Deficiencies in Irish language Bill ‘a matter of concern’
Language Commissioner says Bill publication an important step but warns more action is needed
An Coimisinéir Teanga, Rónán Ó Domhnail, says there would be opportunities in the weeks ahead ‘to dissect’ any proposed amendments to the Bill. Photograph: Dara Mac Dónaill
A Bill designed to improve the delivery of public services in the Irish language does not adequately address some of the most important issues relating to their provision, An Coimisinéir Teanga, Rónán Ó Domhnaill, has said.
Mr Ó Domhnaill, whose role includes ensuring compliance by public bodies with statutory obligations under language legislation, said the publication of the Official Languages (Amendment) Bill 2019 was “an important step” in the process of bringing forth a “stronger and more fit-for-purpose” Act.
The Bill proposes that a fifth of new recruits to the civil service should be able to speak Irish competently.
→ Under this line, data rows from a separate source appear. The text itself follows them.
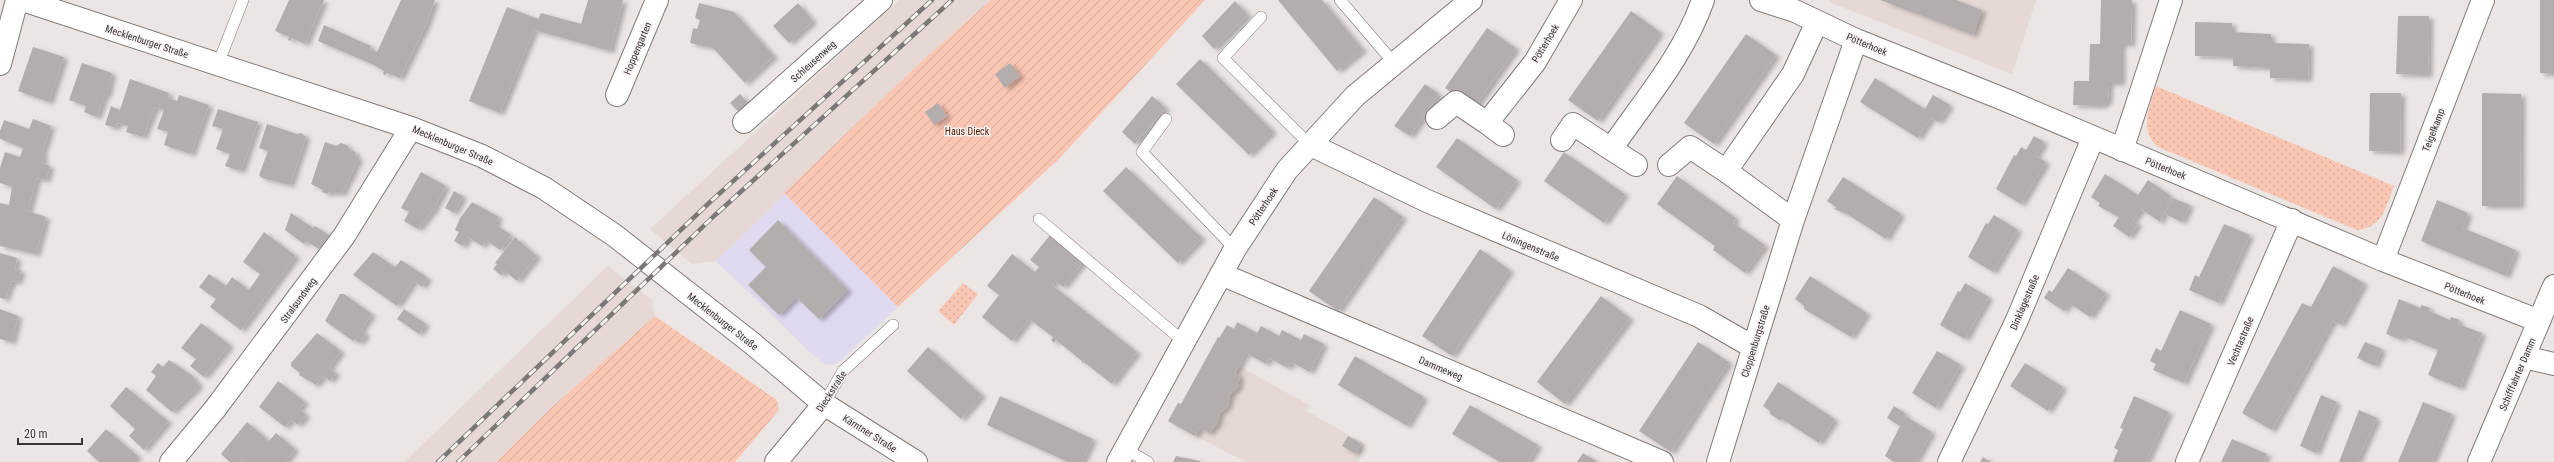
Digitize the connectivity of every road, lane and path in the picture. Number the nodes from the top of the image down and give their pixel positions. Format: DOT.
graph roads {
  1 [pos="17,0"];
  2 [pos="23,0"];
  3 [pos="243,0"];
  4 [pos="657,0"];
  5 [pos="881,0"];
  6 [pos="1340,0"];
  7 [pos="1471,0"];
  8 [pos="1571,0"];
  9 [pos="1703,0"];
  10 [pos="1761,0"];
  11 [pos="2170,0"];
  12 [pos="2483,0"];
  13 [pos="1797,6"];
  14 [pos="1261,17"];
  15 [pos="1817,22"];
  16 [pos="1856,40"];
  17 [pos="1393,62"];
  18 [pos="0,64"];
  19 [pos="218,64"];
  20 [pos="617,95"];
  21 [pos="1437,118"];
  22 [pos="1166,119"];
  23 [pos="744,122"];
  24 [pos="411,128"];
  25 [pos="2093,138"];
  26 [pos="1562,140"];
  27 [pos="1309,144"];
  28 [pos="1611,148"];
  29 [pos="2122,150"];
  30 [pos="1636,165"];
  31 [pos="1669,165"];
  32 [pos="1726,171"];
  33 [pos="1039,219"];
  34 [pos="1793,220"];
  35 [pos="2292,220"];
  36 [pos="1235,249"];
  37 [pos="2383,260"];
  38 [pos="1221,274"];
  39 [pos="2554,286"];
  40 [pos="2539,321"];
  41 [pos="893,325"];
  42 [pos="1183,341"];
  43 [pos="1753,347"];
  44 [pos="2524,357"];
  45 [pos="2554,364"];
  46 [pos="824,404"];
  47 [pos="1122,455"];
  48 [pos="171,462"];
  49 [pos="776,462"];
  50 [pos="916,462"];
  51 [pos="1148,462"];
  52 [pos="1662,462"];
  53 [pos="1718,462"];
  54 [pos="1949,462"];
  55 [pos="2187,462"];
  56 [pos="2479,462"];
  1 -- 18 [label="street"];
  2 -- 19 [label="street, Mecklenburger Straße"];
  3 -- 19 [label="lane"];
  4 -- 20 [label="street, Hoppengarten"];
  5 -- 23 [label="street, Schleusenweg"];
  6 -- 17 [label="lane"];
  7 -- 17 [label="street, Pötterhoek"];
  8 -- 21 [label="street, Pötterhoek"];
  9 -- 28 [label="street"];
  10 -- 13 [label="street, Pötterhoek"];
  11 -- 29 [label="street"];
  12 -- 37 [label="street, Teigelkamp"];
  13 -- 15 [label="street, Pötterhoek"];
  14 -- 27 [label="lane"];
  15 -- 16 [label="street, Pötterhoek"];
  15 -- 32 [label="street"];
  16 -- 25 [label="street, Pötterhoek"];
  16 -- 34 [label="street, Cloppenburgstraße"];
  17 -- 27 [label="street, Pötterhoek"];
  19 -- 24 [label="street, Mecklenburger Straße"];
  22 -- 36 [label="lane"];
  24 -- 46 [label="street, Mecklenburger Straße"];
  24 -- 48 [label="street, Stralsundweg"];
  25 -- 29 [label="street, Pötterhoek"];
  25 -- 54 [label="street, Dinklagestraße"];
  26 -- 28 [label="street"];
  27 -- 36 [label="street, Pötterhoek"];
  27 -- 43 [label="street, Löningenstraße"];
  28 -- 30 [label="street"];
  29 -- 35 [label="street, Pötterhoek"];
  31 -- 32 [label="street"];
  32 -- 34 [label="street"];
  33 -- 42 [label="lane"];
  34 -- 43 [label="street, Cloppenburgstraße"];
  35 -- 37 [label="street, Pötterhoek"];
  35 -- 55 [label="street, Vechtastraße"];
  36 -- 38 [label="street, Pötterhoek"];
  37 -- 40 [label="street, Pötterhoek"];
  38 -- 42 [label="street, Pötterhoek"];
  38 -- 52 [label="street, Dammeweg"];
  39 -- 40 [label="street, Schifffahrter Damm"];
  40 -- 44 [label="street, Schifffahrter Damm"];
  41 -- 46 [label="lane, Dieckstraße"];
  42 -- 47 [label="street, Pötterhoek"];
  43 -- 53 [label="street, Cloppenburgstraße"];
  44 -- 45 [label="street"];
  44 -- 56 [label="street, Schifffahrter Damm"];
  46 -- 49 [label="street, Dieckstraße"];
  46 -- 50 [label="street, Kärntner Straße"];
  47 -- 51 [label="lane"];
}
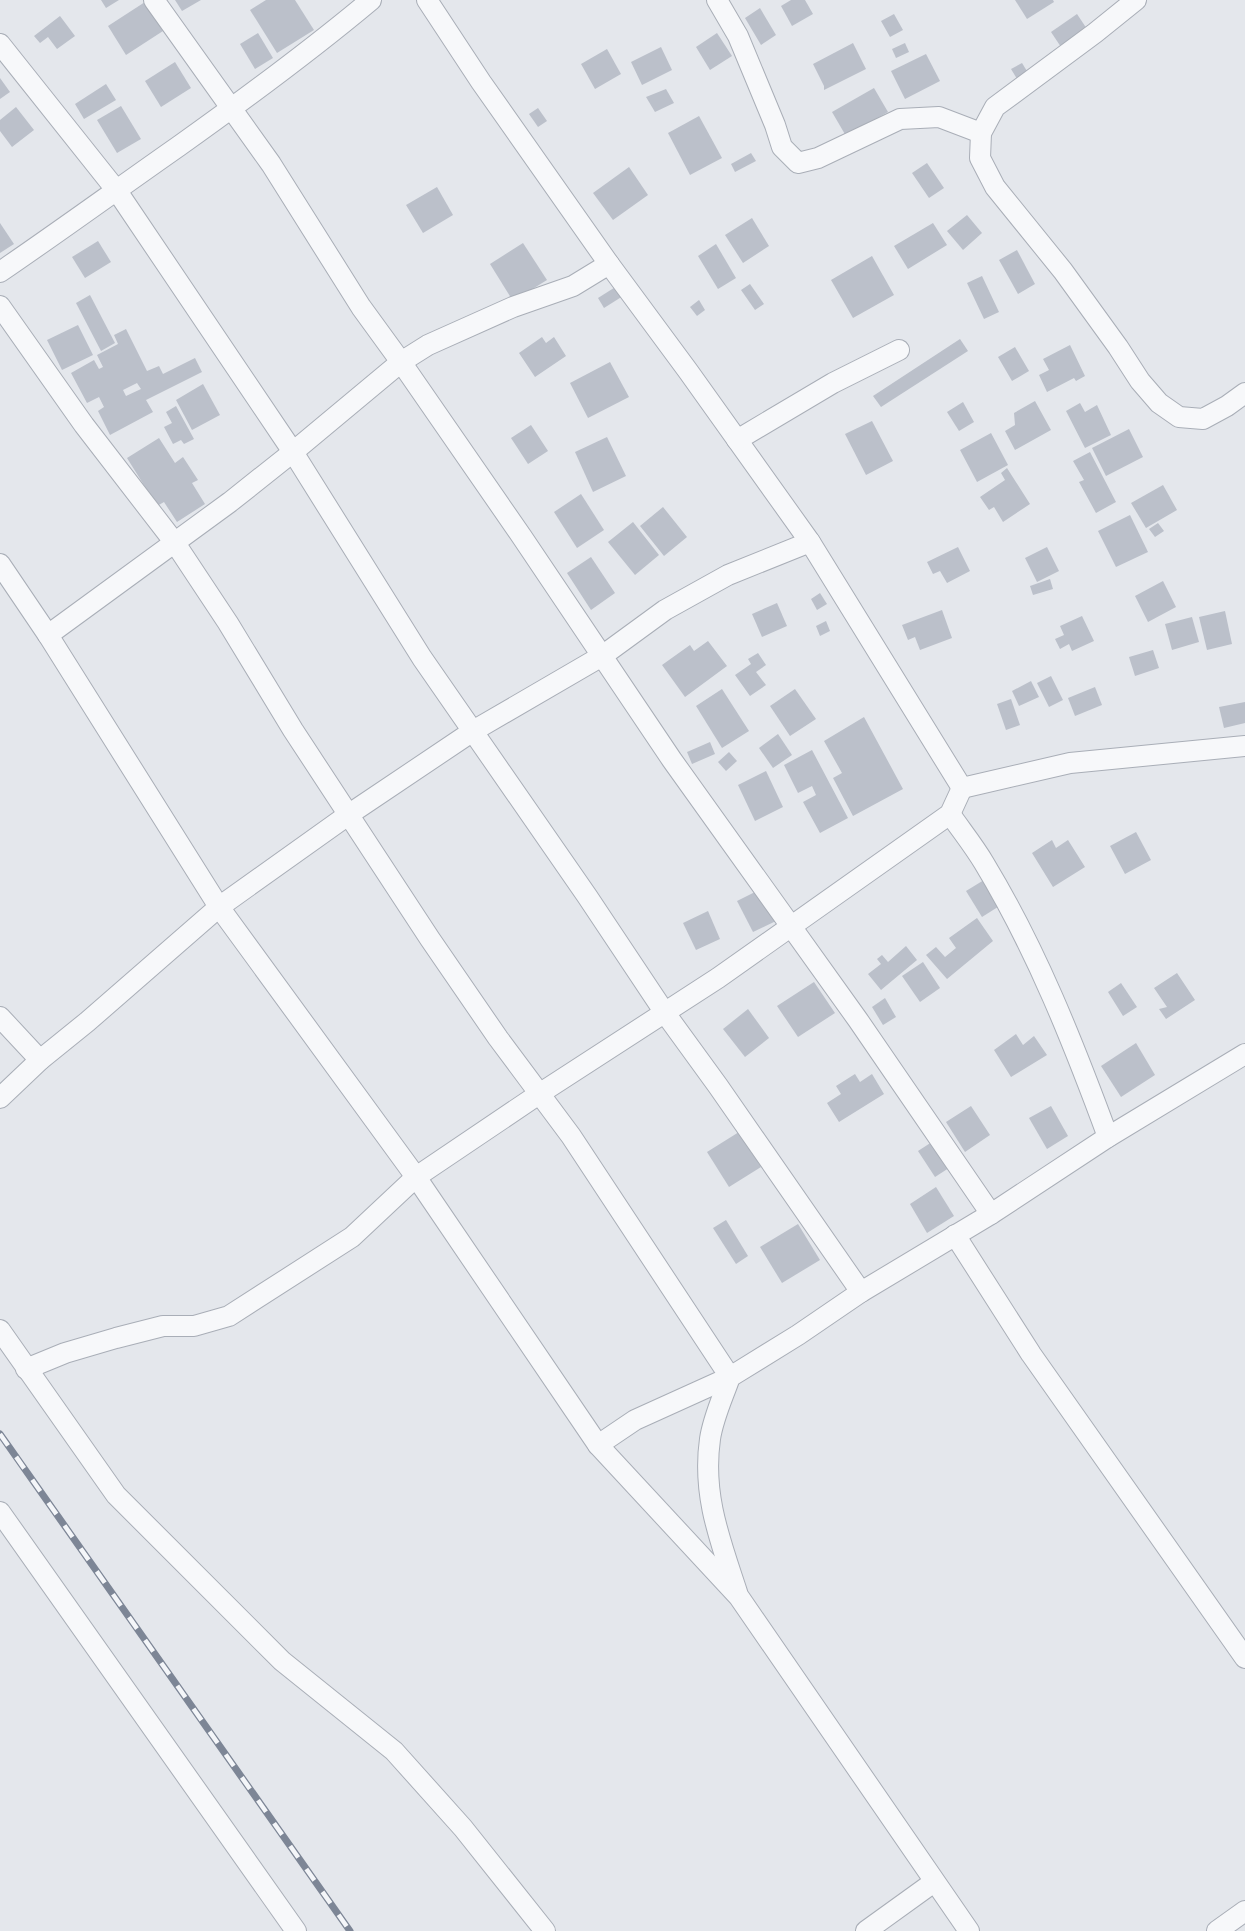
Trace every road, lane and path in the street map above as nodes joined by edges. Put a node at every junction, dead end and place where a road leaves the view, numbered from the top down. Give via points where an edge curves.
1 (154, 0) edge
2 (371, 0) edge
3 (427, 0) edge
4 (717, 0) edge
5 (1136, 0) edge
6 (0, 44) edge
7 (232, 109) junction
8 (981, 133) junction
9 (117, 191) junction
10 (609, 264) junction
11 (0, 272) edge
12 (0, 306) edge
13 (899, 350) dead end
14 (401, 362) junction
15 (1245, 393) edge
16 (737, 440) junction
17 (293, 452) junction
18 (810, 542) junction
19 (175, 543) junction
20 (0, 564) edge
21 (48, 635) junction
22 (602, 656) junction
23 (473, 731) junction
24 (1245, 746) edge
25 (962, 788) junction
26 (950, 814) junction
27 (348, 815) junction
28 (219, 907) junction
29 (791, 926) junction
30 (665, 1013) junction
31 (0, 1017) edge
32 (1245, 1054) edge
33 (40, 1060) junction
34 (539, 1094) junction
35 (0, 1098) edge
36 (1108, 1137) junction
37 (416, 1177) junction
38 (991, 1214) junction
39 (955, 1235) junction
40 (861, 1292) junction
41 (0, 1330) edge
42 (26, 1369) junction
43 (730, 1377) junction
44 (598, 1445) junction
45 (0, 1512) edge
46 (739, 1597) junction
47 (1245, 1658) edge
48 (934, 1882) junction
49 (1245, 1911) edge
50 (297, 1931) edge
51 (545, 1931) edge
52 (866, 1931) edge
53 (969, 1931) edge
54 (1217, 1931) edge

1 - 7 street
2 - 7 street
3 - 10 street
4 - 8 street via 738,36 782,147 798,163 818,158 900,119 939,117
5 - 8 street via 995,106
6 - 9 street
7 - 9 street
7 - 14 street via 361,308
8 - 15 street via 980,158 996,187 1159,403 1179,417 1203,419
9 - 11 street
9 - 17 street
10 - 14 street via 573,286 513,307 428,345
10 - 16 street
12 - 19 street via 84,425
13 - 16 street via 833,383
14 - 17 street
14 - 22 street
16 - 18 street
17 - 19 street
17 - 23 street via 422,658
18 - 22 street via 728,575 664,610
18 - 25 street
19 - 21 street
19 - 27 street
20 - 21 street
21 - 28 street
22 - 23 street
22 - 29 street
23 - 27 street
23 - 30 street
24 - 25 street via 1070,763
25 - 26 street
26 - 29 street
26 - 36 street via 988,869 1046,979
27 - 28 street
27 - 34 street
28 - 33 street
28 - 37 street
29 - 30 street
29 - 38 street
30 - 34 street
30 - 40 street
31 - 33 street
32 - 36 street
33 - 35 street
34 - 37 street
34 - 43 street via 571,1136
36 - 38 street
37 - 42 street via 352,1237 229,1316 194,1326 164,1326 116,1338
37 - 44 street
38 - 39 street
39 - 40 street
39 - 47 street via 1031,1354
40 - 43 street
41 - 42 street
42 - 51 street via 116,1495 282,1661 394,1751 463,1828
43 - 44 street via 635,1420
43 - 46 street via 710,1438 708,1477 713,1519
44 - 46 street
45 - 50 street
46 - 48 street
48 - 52 street
48 - 53 street
49 - 54 street

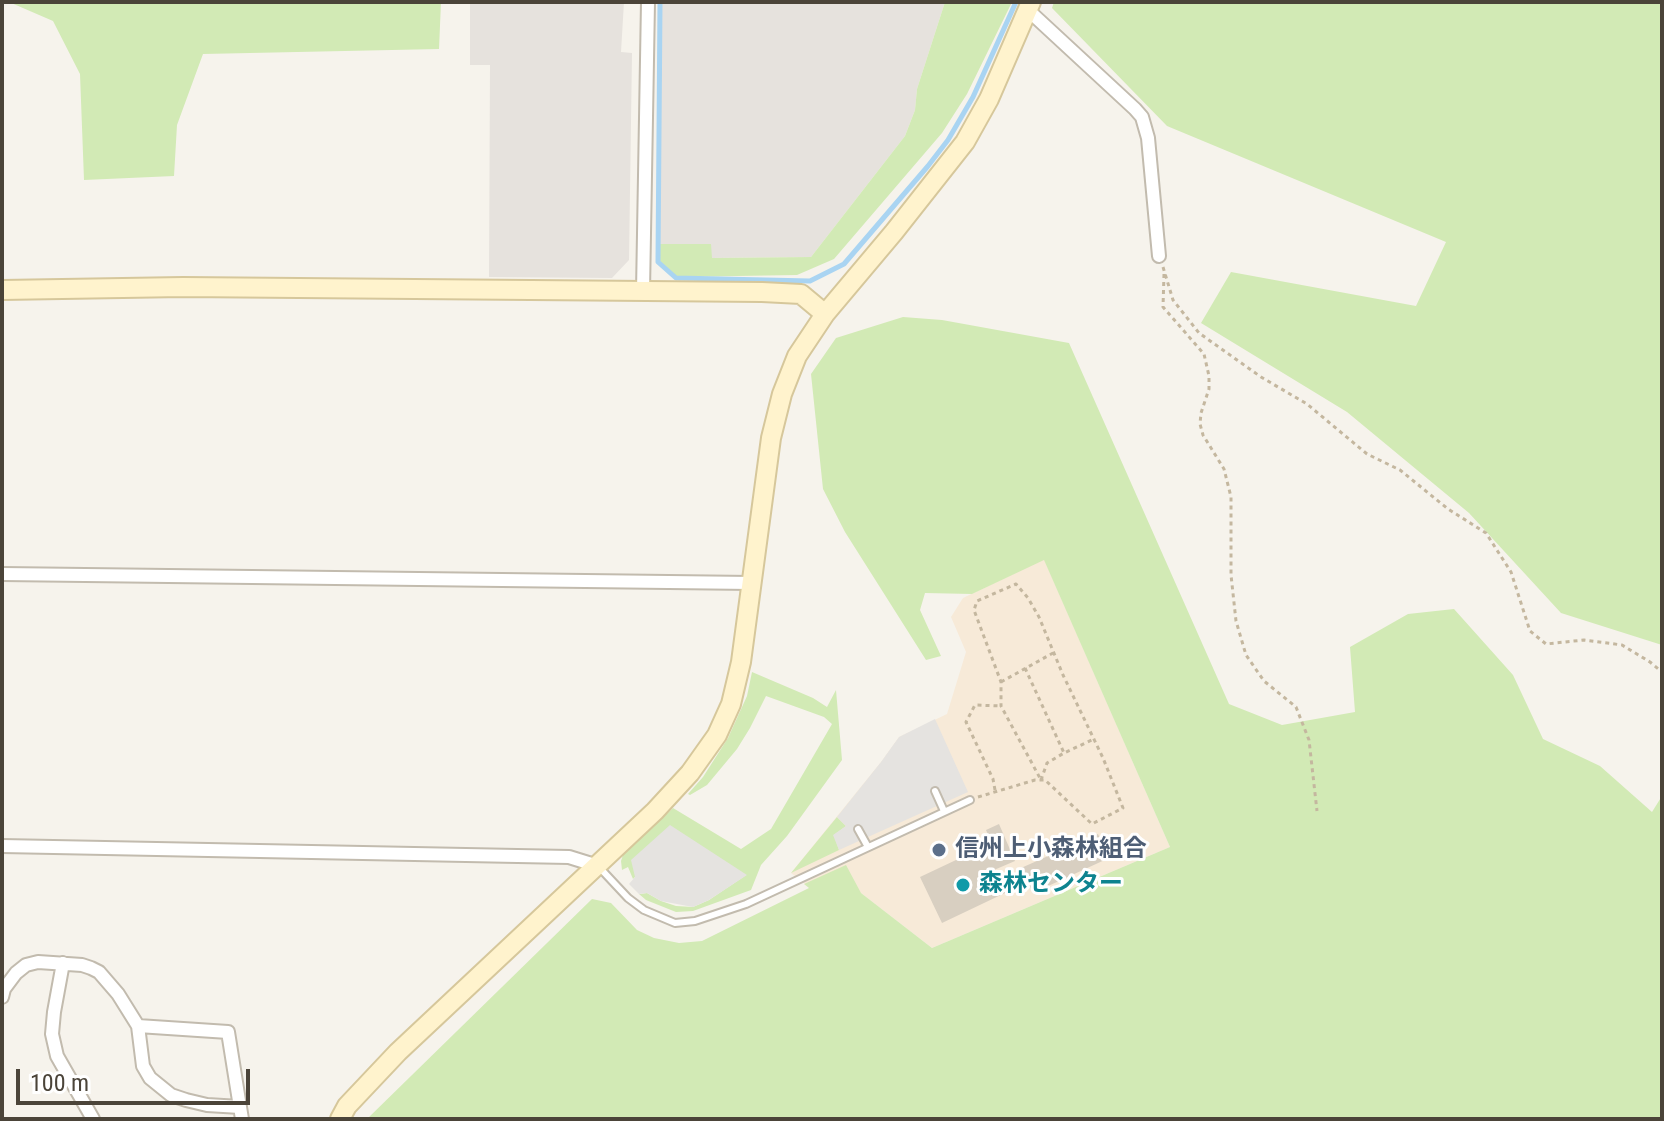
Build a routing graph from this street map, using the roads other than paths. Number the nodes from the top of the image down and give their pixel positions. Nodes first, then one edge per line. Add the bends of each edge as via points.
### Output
1 (648, 2) edge
2 (1030, 6) edge
3 (1159, 256) road end
4 (2, 290) edge
5 (643, 291) junction
6 (825, 314) junction
7 (2, 574) edge
8 (752, 583) junction
9 (935, 791) dead end
10 (970, 800) road end
11 (944, 811) junction
12 (858, 829) dead end
13 (2, 846) edge
14 (868, 847) junction
15 (598, 866) junction
16 (63, 963) junction
17 (2, 997) edge
18 (138, 1026) junction
19 (241, 1113) edge
20 (93, 1119) edge
21 (340, 1119) edge

1 - 5 street
2 - 3 street via 1142,117
2 - 6 street via 965,142
4 - 5 street
5 - 6 street via 801,294
6 - 8 street via 797,356 782,394
7 - 8 street
8 - 15 street via 741,662 717,735 690,773
9 - 11 lane
10 - 11 lane
11 - 14 lane
12 - 14 lane
13 - 15 street via 569,857
14 - 15 lane via 746,904 675,923 644,910
15 - 21 street via 398,1052
16 - 17 street via 26,965
16 - 18 street via 99,972
16 - 20 street via 52,1034 57,1056
18 - 19 street via 143,1066 159,1087 186,1100
18 - 19 street via 228,1032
It also proposes a national plan to identify language gaps in the public service and making public bodies recognise the use of the síneadh fada and addresses in Irish.
The Cabinet last week approved the Bill and Mr Ó Domhnaill said there would be opportunities in the weeks ahead “to dissect” any proposed amendments and ensure that weaknesses in the existing legislation are addressed.
“To not do so would be a missed opportunity,” he said. “In the course of this debate it is important that the needs of the language community and their rights continue to be addressed, taking into account the status of Irish as the national and first official language of the country.”
Mr Ó Dómhnaill, who was appointed to his role in March 2014, said he had consistently highlighted the need for three important reforms to strengthen the Official Languages Act.
These are changes to State recruitment policies, the provision of services in Gaeltacht areas and the creation of a language standard that would place a clearer obligation on public bodies to serve the public in Irish.
While the Bill “makes reference” to these matters, Mr Ó Domhnaill said it “does not adequately address some of the most important issues relating to the provision of public services through Irish and protecting the language rights of the community.”
Mr Ó Domhnaill said he was also concerned at the absence of a stated deadline for the publication of the plan “and that there is no statutory obligation to implement any agreed plan”.